Family Limited Partnerships : Taxes , Courts , and an Uncertain Future — Part I
نویسنده
چکیده
The family limited partnership (“FLP”) has ascended to the summit of favored estate planning techniques in the past decade or so.1 For years, the FLP appeared to be almost invincible, although the Internal Revenue Service (“Service”) volleyed numerous attacks at the FLP, only to be repeatedly defeated by the courts—that is, until recently. In several recent cases, the Service has successfully flung the so-called “§ 2036” argument at the FLP. The § 2036 argument involves transfers by a taxpayer that normally would place transferred assets out of the taxpayer’s estate. Under § 2036 of the Internal Revenue Code (“Code”),2 in certain instances where the taxpayer retains an interest in a transferred asset, the asset is brought back into the estate for estate tax purposes. Due to the Service’s success with the § 2036 argument, many practitioners are wondering if the golden age of FLPs finally has come to an end.
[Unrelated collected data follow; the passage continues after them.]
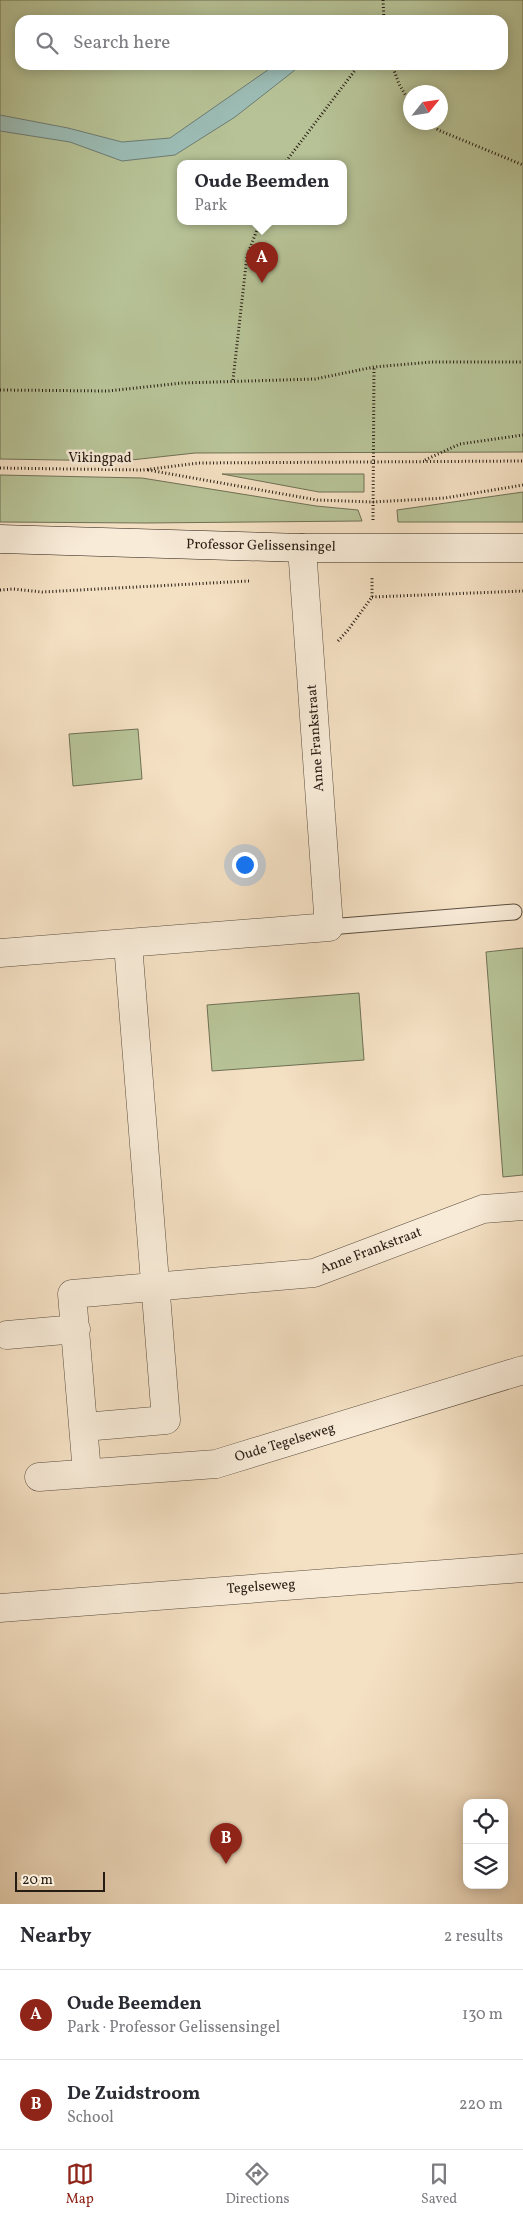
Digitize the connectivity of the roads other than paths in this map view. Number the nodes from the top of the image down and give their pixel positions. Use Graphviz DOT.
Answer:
graph roads {
  1 [pos="0,539"];
  2 [pos="302,548"];
  3 [pos="523,548"];
  4 [pos="514,912"];
  5 [pos="328,927"];
  6 [pos="128,944"];
  7 [pos="0,953"];
  8 [pos="523,1206"];
  9 [pos="156,1286"];
  10 [pos="76,1329"];
  11 [pos="7,1335"];
  12 [pos="523,1370"];
  13 [pos="84,1427"];
  14 [pos="88,1473"];
  15 [pos="39,1477"];
  16 [pos="523,1568"];
  17 [pos="0,1608"];
  1 -- 2 [label="street, Professor Gelissensingel"];
  2 -- 3 [label="street, Professor Gelissensingel"];
  2 -- 5 [label="street, Anne Frankstraat"];
  4 -- 5 [label="lane"];
  5 -- 6 [label="street"];
  6 -- 7 [label="street"];
  6 -- 9 [label="street"];
  8 -- 9 [label="street, Anne Frankstraat"];
  9 -- 10 [label="street, Anne Frankstraat"];
  9 -- 13 [label="street"];
  10 -- 11 [label="street"];
  10 -- 13 [label="street, Anne Frankstraat"];
  12 -- 14 [label="street, Oude Tegelseweg"];
  13 -- 14 [label="street, Anne Frankstraat"];
  14 -- 15 [label="street, Oude Tegelseweg"];
  16 -- 17 [label="street, Tegelseweg"];
}
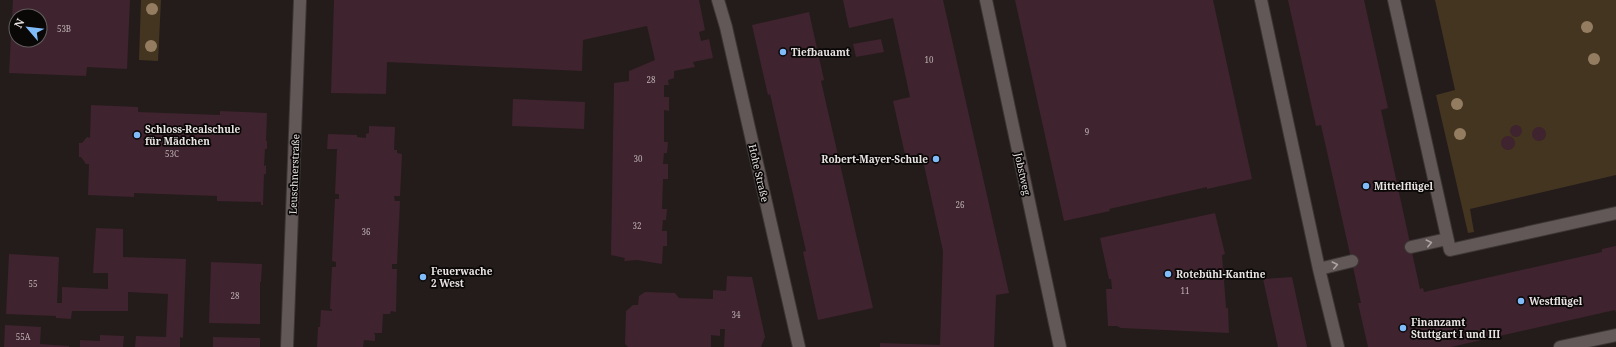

Part I of this article briefly examines several § 2036 cases. It also discusses current concerns that now fit hand-inglove with the FLP. Part II of the article, which will appear in this column later this year, will examine the Fifth Circuit Court of Appeals’ holding on an important § 2036 case, Kimbell v. U.S.,3 on which the court is expected to rule in 2004. Part II also will discuss what that holding may mean for the future of FLPs and other like entities, suggest ways to protect established FLPs, and address what to consider when establishing new FLPs.